● AVAILABLE DATA
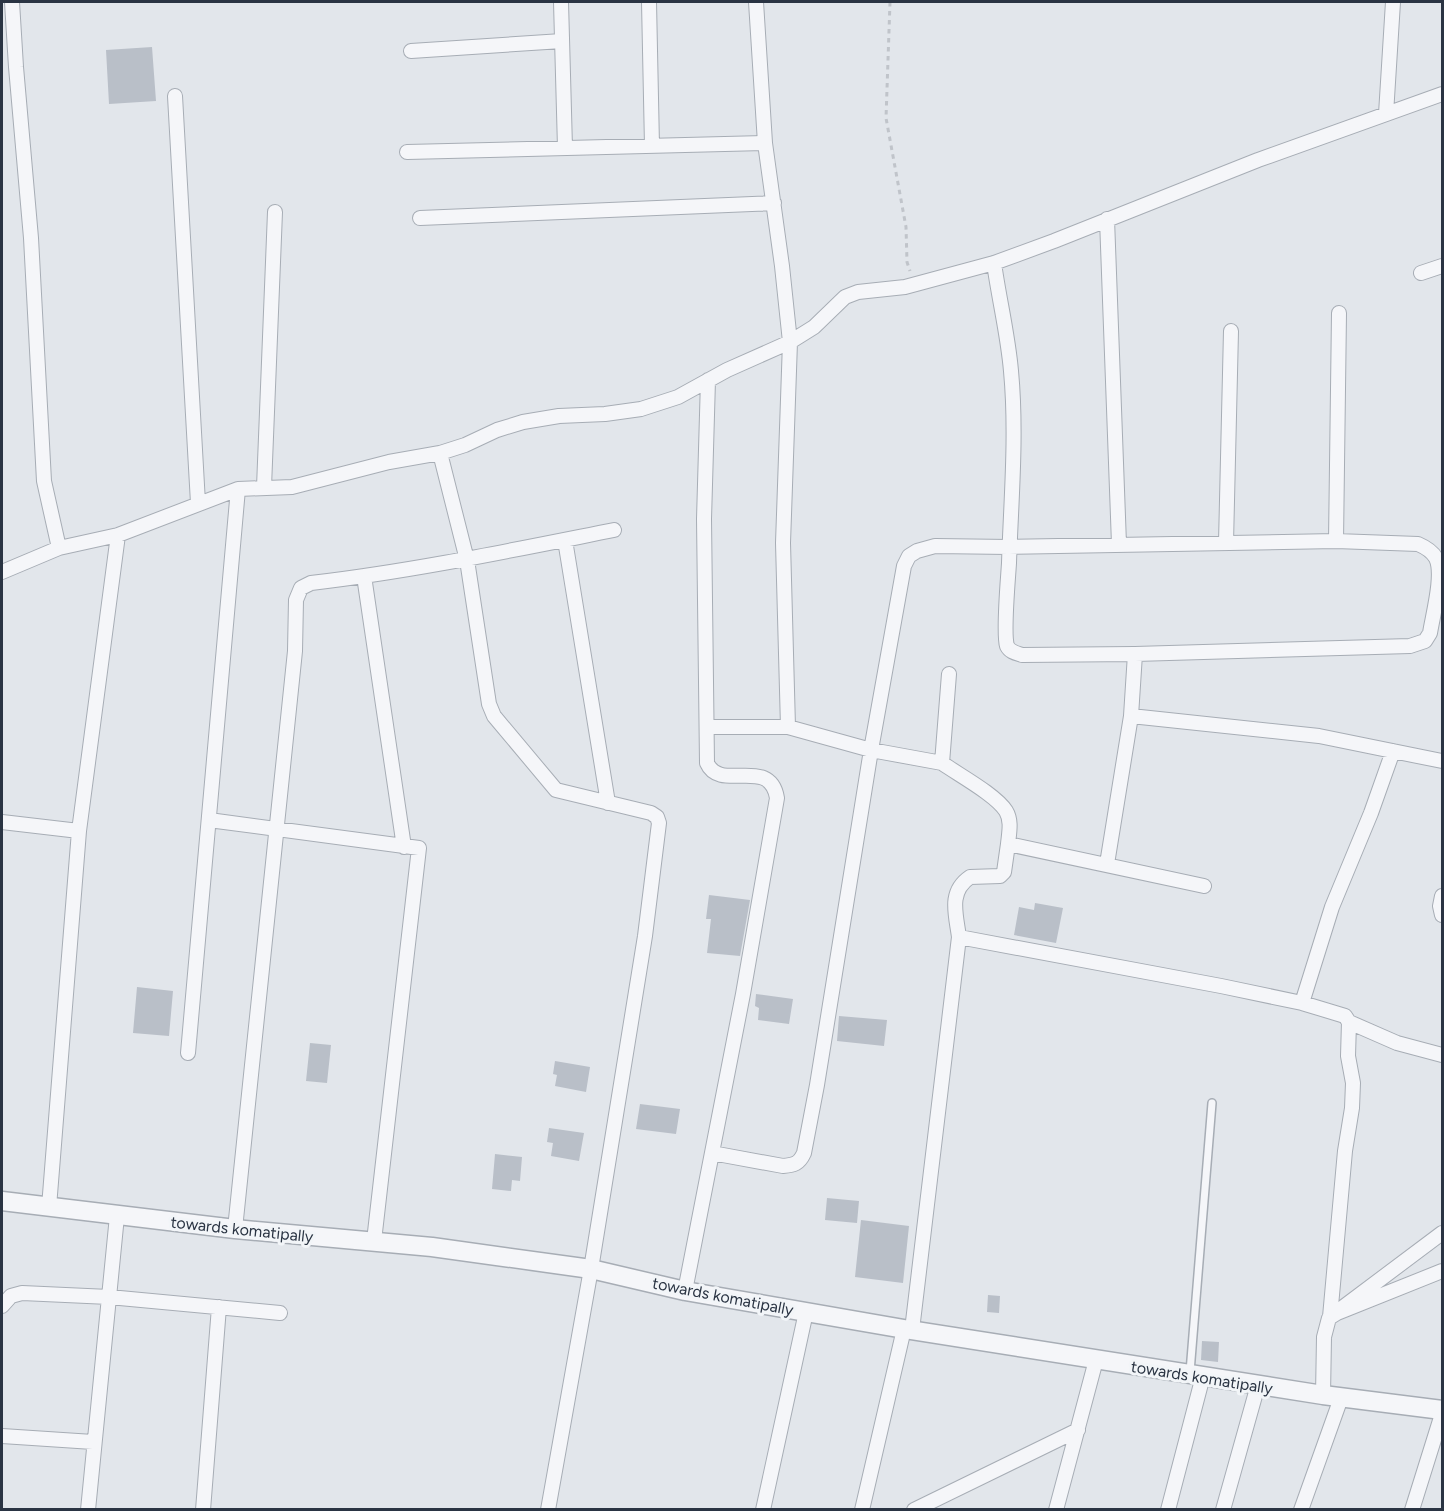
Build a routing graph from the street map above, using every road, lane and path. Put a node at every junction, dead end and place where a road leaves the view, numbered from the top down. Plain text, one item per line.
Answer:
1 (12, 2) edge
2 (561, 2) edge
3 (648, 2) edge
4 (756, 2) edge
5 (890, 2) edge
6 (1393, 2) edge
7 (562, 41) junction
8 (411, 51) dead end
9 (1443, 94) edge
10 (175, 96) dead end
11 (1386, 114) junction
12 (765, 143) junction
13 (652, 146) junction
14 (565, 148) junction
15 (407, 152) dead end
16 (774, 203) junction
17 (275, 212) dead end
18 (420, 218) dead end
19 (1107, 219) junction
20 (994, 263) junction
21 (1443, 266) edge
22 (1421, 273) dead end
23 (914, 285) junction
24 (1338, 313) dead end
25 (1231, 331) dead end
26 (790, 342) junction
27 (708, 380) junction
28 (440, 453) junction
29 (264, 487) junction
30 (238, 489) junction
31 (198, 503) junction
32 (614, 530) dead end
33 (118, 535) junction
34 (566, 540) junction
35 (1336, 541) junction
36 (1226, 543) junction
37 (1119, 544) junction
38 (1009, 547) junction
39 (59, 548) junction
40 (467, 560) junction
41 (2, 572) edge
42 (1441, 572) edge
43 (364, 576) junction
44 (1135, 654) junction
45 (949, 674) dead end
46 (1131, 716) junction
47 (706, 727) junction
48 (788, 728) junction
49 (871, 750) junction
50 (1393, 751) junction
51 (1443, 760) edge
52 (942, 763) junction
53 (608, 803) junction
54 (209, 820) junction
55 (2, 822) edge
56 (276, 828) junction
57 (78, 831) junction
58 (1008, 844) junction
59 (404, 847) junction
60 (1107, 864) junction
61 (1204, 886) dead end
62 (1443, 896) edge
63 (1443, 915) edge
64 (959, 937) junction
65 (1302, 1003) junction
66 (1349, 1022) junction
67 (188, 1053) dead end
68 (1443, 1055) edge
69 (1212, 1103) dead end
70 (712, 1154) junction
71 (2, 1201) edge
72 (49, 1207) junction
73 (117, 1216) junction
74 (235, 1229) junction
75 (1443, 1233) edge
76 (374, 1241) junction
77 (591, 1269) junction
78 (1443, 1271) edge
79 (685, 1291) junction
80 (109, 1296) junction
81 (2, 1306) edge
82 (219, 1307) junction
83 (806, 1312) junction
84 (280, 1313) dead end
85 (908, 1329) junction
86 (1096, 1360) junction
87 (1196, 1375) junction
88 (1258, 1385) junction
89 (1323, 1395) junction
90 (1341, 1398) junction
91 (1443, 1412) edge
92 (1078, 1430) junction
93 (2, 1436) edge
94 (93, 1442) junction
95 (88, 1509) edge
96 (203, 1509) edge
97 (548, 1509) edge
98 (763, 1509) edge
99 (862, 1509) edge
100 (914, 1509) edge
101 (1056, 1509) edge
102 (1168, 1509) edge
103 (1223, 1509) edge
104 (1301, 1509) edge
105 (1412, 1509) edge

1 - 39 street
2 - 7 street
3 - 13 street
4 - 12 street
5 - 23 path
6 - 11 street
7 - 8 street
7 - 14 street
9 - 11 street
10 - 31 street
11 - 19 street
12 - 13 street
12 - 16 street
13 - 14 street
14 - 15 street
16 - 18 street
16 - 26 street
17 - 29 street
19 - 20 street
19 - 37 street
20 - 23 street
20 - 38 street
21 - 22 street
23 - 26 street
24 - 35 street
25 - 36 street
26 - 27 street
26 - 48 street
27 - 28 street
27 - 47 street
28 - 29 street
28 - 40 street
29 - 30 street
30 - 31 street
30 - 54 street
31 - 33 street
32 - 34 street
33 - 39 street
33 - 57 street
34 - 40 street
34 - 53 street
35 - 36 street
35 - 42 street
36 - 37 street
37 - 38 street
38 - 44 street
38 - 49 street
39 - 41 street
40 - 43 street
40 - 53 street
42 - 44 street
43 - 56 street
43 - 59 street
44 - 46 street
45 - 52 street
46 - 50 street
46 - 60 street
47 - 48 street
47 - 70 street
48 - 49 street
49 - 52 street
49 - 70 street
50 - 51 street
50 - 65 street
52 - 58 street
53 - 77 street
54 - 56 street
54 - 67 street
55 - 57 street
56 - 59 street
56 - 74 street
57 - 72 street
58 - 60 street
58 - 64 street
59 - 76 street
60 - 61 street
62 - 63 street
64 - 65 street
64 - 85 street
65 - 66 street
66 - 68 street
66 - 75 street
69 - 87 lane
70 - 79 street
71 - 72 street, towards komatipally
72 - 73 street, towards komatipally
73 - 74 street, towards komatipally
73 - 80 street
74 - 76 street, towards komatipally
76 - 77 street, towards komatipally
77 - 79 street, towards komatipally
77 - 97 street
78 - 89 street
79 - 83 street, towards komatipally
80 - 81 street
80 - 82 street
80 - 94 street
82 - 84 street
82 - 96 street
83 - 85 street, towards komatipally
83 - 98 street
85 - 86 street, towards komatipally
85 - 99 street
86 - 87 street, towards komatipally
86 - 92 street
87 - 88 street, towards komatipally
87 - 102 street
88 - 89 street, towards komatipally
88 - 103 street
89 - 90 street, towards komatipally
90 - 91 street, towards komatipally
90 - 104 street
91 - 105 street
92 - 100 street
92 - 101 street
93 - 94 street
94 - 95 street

● WHAT YOU NEED TO DO
The records above should be written out in full and unchanged, except that pictures are dropped.

● RESPONSE TO THE EXERCISE
Build a routing graph from the street map above, using every road, lane and path. Put a node at every junction, dead end and place where a road leaves the view, numbered from the top down. Plain text, one item per line.
Answer:
1 (12, 2) edge
2 (561, 2) edge
3 (648, 2) edge
4 (756, 2) edge
5 (890, 2) edge
6 (1393, 2) edge
7 (562, 41) junction
8 (411, 51) dead end
9 (1443, 94) edge
10 (175, 96) dead end
11 (1386, 114) junction
12 (765, 143) junction
13 (652, 146) junction
14 (565, 148) junction
15 (407, 152) dead end
16 (774, 203) junction
17 (275, 212) dead end
18 (420, 218) dead end
19 (1107, 219) junction
20 (994, 263) junction
21 (1443, 266) edge
22 (1421, 273) dead end
23 (914, 285) junction
24 (1338, 313) dead end
25 (1231, 331) dead end
26 (790, 342) junction
27 (708, 380) junction
28 (440, 453) junction
29 (264, 487) junction
30 (238, 489) junction
31 (198, 503) junction
32 (614, 530) dead end
33 (118, 535) junction
34 (566, 540) junction
35 (1336, 541) junction
36 (1226, 543) junction
37 (1119, 544) junction
38 (1009, 547) junction
39 (59, 548) junction
40 (467, 560) junction
41 (2, 572) edge
42 (1441, 572) edge
43 (364, 576) junction
44 (1135, 654) junction
45 (949, 674) dead end
46 (1131, 716) junction
47 (706, 727) junction
48 (788, 728) junction
49 (871, 750) junction
50 (1393, 751) junction
51 (1443, 760) edge
52 (942, 763) junction
53 (608, 803) junction
54 (209, 820) junction
55 (2, 822) edge
56 (276, 828) junction
57 (78, 831) junction
58 (1008, 844) junction
59 (404, 847) junction
60 (1107, 864) junction
61 (1204, 886) dead end
62 (1443, 896) edge
63 (1443, 915) edge
64 (959, 937) junction
65 (1302, 1003) junction
66 (1349, 1022) junction
67 (188, 1053) dead end
68 (1443, 1055) edge
69 (1212, 1103) dead end
70 (712, 1154) junction
71 (2, 1201) edge
72 (49, 1207) junction
73 (117, 1216) junction
74 (235, 1229) junction
75 (1443, 1233) edge
76 (374, 1241) junction
77 (591, 1269) junction
78 (1443, 1271) edge
79 (685, 1291) junction
80 (109, 1296) junction
81 (2, 1306) edge
82 (219, 1307) junction
83 (806, 1312) junction
84 (280, 1313) dead end
85 (908, 1329) junction
86 (1096, 1360) junction
87 (1196, 1375) junction
88 (1258, 1385) junction
89 (1323, 1395) junction
90 (1341, 1398) junction
91 (1443, 1412) edge
92 (1078, 1430) junction
93 (2, 1436) edge
94 (93, 1442) junction
95 (88, 1509) edge
96 (203, 1509) edge
97 (548, 1509) edge
98 (763, 1509) edge
99 (862, 1509) edge
100 (914, 1509) edge
101 (1056, 1509) edge
102 (1168, 1509) edge
103 (1223, 1509) edge
104 (1301, 1509) edge
105 (1412, 1509) edge

1 - 39 street
2 - 7 street
3 - 13 street
4 - 12 street
5 - 23 path
6 - 11 street
7 - 8 street
7 - 14 street
9 - 11 street
10 - 31 street
11 - 19 street
12 - 13 street
12 - 16 street
13 - 14 street
14 - 15 street
16 - 18 street
16 - 26 street
17 - 29 street
19 - 20 street
19 - 37 street
20 - 23 street
20 - 38 street
21 - 22 street
23 - 26 street
24 - 35 street
25 - 36 street
26 - 27 street
26 - 48 street
27 - 28 street
27 - 47 street
28 - 29 street
28 - 40 street
29 - 30 street
30 - 31 street
30 - 54 street
31 - 33 street
32 - 34 street
33 - 39 street
33 - 57 street
34 - 40 street
34 - 53 street
35 - 36 street
35 - 42 street
36 - 37 street
37 - 38 street
38 - 44 street
38 - 49 street
39 - 41 street
40 - 43 street
40 - 53 street
42 - 44 street
43 - 56 street
43 - 59 street
44 - 46 street
45 - 52 street
46 - 50 street
46 - 60 street
47 - 48 street
47 - 70 street
48 - 49 street
49 - 52 street
49 - 70 street
50 - 51 street
50 - 65 street
52 - 58 street
53 - 77 street
54 - 56 street
54 - 67 street
55 - 57 street
56 - 59 street
56 - 74 street
57 - 72 street
58 - 60 street
58 - 64 street
59 - 76 street
60 - 61 street
62 - 63 street
64 - 65 street
64 - 85 street
65 - 66 street
66 - 68 street
66 - 75 street
69 - 87 lane
70 - 79 street
71 - 72 street, towards komatipally
72 - 73 street, towards komatipally
73 - 74 street, towards komatipally
73 - 80 street
74 - 76 street, towards komatipally
76 - 77 street, towards komatipally
77 - 79 street, towards komatipally
77 - 97 street
78 - 89 street
79 - 83 street, towards komatipally
80 - 81 street
80 - 82 street
80 - 94 street
82 - 84 street
82 - 96 street
83 - 85 street, towards komatipally
83 - 98 street
85 - 86 street, towards komatipally
85 - 99 street
86 - 87 street, towards komatipally
86 - 92 street
87 - 88 street, towards komatipally
87 - 102 street
88 - 89 street, towards komatipally
88 - 103 street
89 - 90 street, towards komatipally
90 - 91 street, towards komatipally
90 - 104 street
91 - 105 street
92 - 100 street
92 - 101 street
93 - 94 street
94 - 95 street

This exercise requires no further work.